**Activity**
Where a record contains a picture, omit it; otherwise reproduce the listing exactly.
+-------+
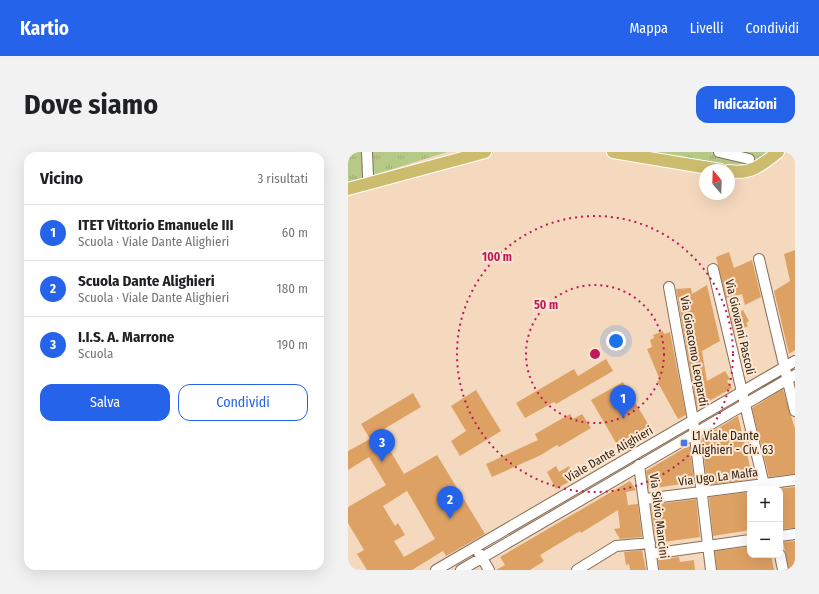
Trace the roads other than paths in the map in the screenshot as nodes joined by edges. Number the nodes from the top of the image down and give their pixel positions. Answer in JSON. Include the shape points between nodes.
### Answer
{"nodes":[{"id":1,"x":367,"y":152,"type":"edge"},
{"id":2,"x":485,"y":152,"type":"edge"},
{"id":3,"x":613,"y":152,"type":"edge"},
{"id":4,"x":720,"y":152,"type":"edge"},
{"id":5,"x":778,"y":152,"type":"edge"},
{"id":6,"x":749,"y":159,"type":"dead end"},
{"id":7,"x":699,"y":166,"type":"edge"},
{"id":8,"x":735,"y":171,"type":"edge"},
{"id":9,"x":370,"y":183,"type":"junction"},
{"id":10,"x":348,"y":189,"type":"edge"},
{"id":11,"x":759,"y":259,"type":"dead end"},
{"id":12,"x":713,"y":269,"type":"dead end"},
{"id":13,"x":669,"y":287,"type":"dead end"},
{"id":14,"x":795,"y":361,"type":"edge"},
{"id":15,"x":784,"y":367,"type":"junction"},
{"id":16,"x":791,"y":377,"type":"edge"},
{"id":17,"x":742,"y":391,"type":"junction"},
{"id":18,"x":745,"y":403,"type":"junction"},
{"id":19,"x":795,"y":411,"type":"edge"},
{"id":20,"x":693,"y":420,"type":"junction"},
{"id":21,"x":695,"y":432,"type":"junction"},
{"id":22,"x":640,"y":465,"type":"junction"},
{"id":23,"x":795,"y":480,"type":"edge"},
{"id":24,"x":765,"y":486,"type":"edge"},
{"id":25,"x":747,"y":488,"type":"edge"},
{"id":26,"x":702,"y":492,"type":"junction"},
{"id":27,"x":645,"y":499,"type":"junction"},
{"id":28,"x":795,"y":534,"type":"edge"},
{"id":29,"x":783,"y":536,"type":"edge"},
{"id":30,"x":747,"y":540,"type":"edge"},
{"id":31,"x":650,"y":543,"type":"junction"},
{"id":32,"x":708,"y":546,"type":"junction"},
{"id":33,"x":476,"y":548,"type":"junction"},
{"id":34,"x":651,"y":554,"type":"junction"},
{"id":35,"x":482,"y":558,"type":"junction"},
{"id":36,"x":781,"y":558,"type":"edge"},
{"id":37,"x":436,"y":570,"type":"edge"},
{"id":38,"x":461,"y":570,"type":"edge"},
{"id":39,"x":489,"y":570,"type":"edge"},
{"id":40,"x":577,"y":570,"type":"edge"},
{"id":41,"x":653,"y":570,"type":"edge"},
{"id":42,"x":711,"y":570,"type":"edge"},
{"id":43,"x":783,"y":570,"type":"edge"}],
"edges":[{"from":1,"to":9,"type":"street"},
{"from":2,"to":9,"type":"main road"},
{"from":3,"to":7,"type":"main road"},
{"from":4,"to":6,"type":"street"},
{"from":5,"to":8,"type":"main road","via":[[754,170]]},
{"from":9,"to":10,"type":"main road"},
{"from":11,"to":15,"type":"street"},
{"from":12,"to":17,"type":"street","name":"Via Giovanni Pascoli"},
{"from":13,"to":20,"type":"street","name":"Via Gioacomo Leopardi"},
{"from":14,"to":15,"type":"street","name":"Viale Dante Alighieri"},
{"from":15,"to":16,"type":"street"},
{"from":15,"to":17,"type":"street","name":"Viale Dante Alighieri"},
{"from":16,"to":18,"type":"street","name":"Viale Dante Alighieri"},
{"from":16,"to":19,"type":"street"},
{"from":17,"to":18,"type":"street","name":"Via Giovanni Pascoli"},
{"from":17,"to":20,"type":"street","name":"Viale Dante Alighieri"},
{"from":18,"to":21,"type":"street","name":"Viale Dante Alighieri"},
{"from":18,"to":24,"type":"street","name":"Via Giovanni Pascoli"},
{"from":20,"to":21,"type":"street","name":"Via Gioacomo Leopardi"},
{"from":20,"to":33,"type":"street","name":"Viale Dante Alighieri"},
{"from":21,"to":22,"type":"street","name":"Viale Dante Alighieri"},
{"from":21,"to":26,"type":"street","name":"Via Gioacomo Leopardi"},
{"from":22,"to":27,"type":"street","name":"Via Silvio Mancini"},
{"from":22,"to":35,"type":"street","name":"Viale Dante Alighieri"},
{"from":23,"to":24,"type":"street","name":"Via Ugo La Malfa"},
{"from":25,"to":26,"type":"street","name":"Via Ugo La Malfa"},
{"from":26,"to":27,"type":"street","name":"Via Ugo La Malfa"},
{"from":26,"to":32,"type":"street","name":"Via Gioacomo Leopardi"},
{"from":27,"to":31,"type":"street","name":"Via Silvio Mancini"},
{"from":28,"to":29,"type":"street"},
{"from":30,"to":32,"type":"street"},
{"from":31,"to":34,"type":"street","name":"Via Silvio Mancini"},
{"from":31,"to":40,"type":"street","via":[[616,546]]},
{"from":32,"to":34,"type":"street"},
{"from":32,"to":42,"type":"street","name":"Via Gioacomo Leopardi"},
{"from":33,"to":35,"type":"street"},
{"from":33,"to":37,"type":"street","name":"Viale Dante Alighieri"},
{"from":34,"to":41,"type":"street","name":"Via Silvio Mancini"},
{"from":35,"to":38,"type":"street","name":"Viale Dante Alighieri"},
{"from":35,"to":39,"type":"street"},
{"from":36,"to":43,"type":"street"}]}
+-------+
**Response to the exercise**
Trace the roads other than paths in the map in the screenshot as nodes joined by edges. Number the nodes from the top of the image down and give their pixel positions. Answer in JSON. Include the shape points between nodes.
### Answer
{"nodes":[{"id":1,"x":367,"y":152,"type":"edge"},
{"id":2,"x":485,"y":152,"type":"edge"},
{"id":3,"x":613,"y":152,"type":"edge"},
{"id":4,"x":720,"y":152,"type":"edge"},
{"id":5,"x":778,"y":152,"type":"edge"},
{"id":6,"x":749,"y":159,"type":"dead end"},
{"id":7,"x":699,"y":166,"type":"edge"},
{"id":8,"x":735,"y":171,"type":"edge"},
{"id":9,"x":370,"y":183,"type":"junction"},
{"id":10,"x":348,"y":189,"type":"edge"},
{"id":11,"x":759,"y":259,"type":"dead end"},
{"id":12,"x":713,"y":269,"type":"dead end"},
{"id":13,"x":669,"y":287,"type":"dead end"},
{"id":14,"x":795,"y":361,"type":"edge"},
{"id":15,"x":784,"y":367,"type":"junction"},
{"id":16,"x":791,"y":377,"type":"edge"},
{"id":17,"x":742,"y":391,"type":"junction"},
{"id":18,"x":745,"y":403,"type":"junction"},
{"id":19,"x":795,"y":411,"type":"edge"},
{"id":20,"x":693,"y":420,"type":"junction"},
{"id":21,"x":695,"y":432,"type":"junction"},
{"id":22,"x":640,"y":465,"type":"junction"},
{"id":23,"x":795,"y":480,"type":"edge"},
{"id":24,"x":765,"y":486,"type":"edge"},
{"id":25,"x":747,"y":488,"type":"edge"},
{"id":26,"x":702,"y":492,"type":"junction"},
{"id":27,"x":645,"y":499,"type":"junction"},
{"id":28,"x":795,"y":534,"type":"edge"},
{"id":29,"x":783,"y":536,"type":"edge"},
{"id":30,"x":747,"y":540,"type":"edge"},
{"id":31,"x":650,"y":543,"type":"junction"},
{"id":32,"x":708,"y":546,"type":"junction"},
{"id":33,"x":476,"y":548,"type":"junction"},
{"id":34,"x":651,"y":554,"type":"junction"},
{"id":35,"x":482,"y":558,"type":"junction"},
{"id":36,"x":781,"y":558,"type":"edge"},
{"id":37,"x":436,"y":570,"type":"edge"},
{"id":38,"x":461,"y":570,"type":"edge"},
{"id":39,"x":489,"y":570,"type":"edge"},
{"id":40,"x":577,"y":570,"type":"edge"},
{"id":41,"x":653,"y":570,"type":"edge"},
{"id":42,"x":711,"y":570,"type":"edge"},
{"id":43,"x":783,"y":570,"type":"edge"}],
"edges":[{"from":1,"to":9,"type":"street"},
{"from":2,"to":9,"type":"main road"},
{"from":3,"to":7,"type":"main road"},
{"from":4,"to":6,"type":"street"},
{"from":5,"to":8,"type":"main road","via":[[754,170]]},
{"from":9,"to":10,"type":"main road"},
{"from":11,"to":15,"type":"street"},
{"from":12,"to":17,"type":"street","name":"Via Giovanni Pascoli"},
{"from":13,"to":20,"type":"street","name":"Via Gioacomo Leopardi"},
{"from":14,"to":15,"type":"street","name":"Viale Dante Alighieri"},
{"from":15,"to":16,"type":"street"},
{"from":15,"to":17,"type":"street","name":"Viale Dante Alighieri"},
{"from":16,"to":18,"type":"street","name":"Viale Dante Alighieri"},
{"from":16,"to":19,"type":"street"},
{"from":17,"to":18,"type":"street","name":"Via Giovanni Pascoli"},
{"from":17,"to":20,"type":"street","name":"Viale Dante Alighieri"},
{"from":18,"to":21,"type":"street","name":"Viale Dante Alighieri"},
{"from":18,"to":24,"type":"street","name":"Via Giovanni Pascoli"},
{"from":20,"to":21,"type":"street","name":"Via Gioacomo Leopardi"},
{"from":20,"to":33,"type":"street","name":"Viale Dante Alighieri"},
{"from":21,"to":22,"type":"street","name":"Viale Dante Alighieri"},
{"from":21,"to":26,"type":"street","name":"Via Gioacomo Leopardi"},
{"from":22,"to":27,"type":"street","name":"Via Silvio Mancini"},
{"from":22,"to":35,"type":"street","name":"Viale Dante Alighieri"},
{"from":23,"to":24,"type":"street","name":"Via Ugo La Malfa"},
{"from":25,"to":26,"type":"street","name":"Via Ugo La Malfa"},
{"from":26,"to":27,"type":"street","name":"Via Ugo La Malfa"},
{"from":26,"to":32,"type":"street","name":"Via Gioacomo Leopardi"},
{"from":27,"to":31,"type":"street","name":"Via Silvio Mancini"},
{"from":28,"to":29,"type":"street"},
{"from":30,"to":32,"type":"street"},
{"from":31,"to":34,"type":"street","name":"Via Silvio Mancini"},
{"from":31,"to":40,"type":"street","via":[[616,546]]},
{"from":32,"to":34,"type":"street"},
{"from":32,"to":42,"type":"street","name":"Via Gioacomo Leopardi"},
{"from":33,"to":35,"type":"street"},
{"from":33,"to":37,"type":"street","name":"Viale Dante Alighieri"},
{"from":34,"to":41,"type":"street","name":"Via Silvio Mancini"},
{"from":35,"to":38,"type":"street","name":"Viale Dante Alighieri"},
{"from":35,"to":39,"type":"street"},
{"from":36,"to":43,"type":"street"}]}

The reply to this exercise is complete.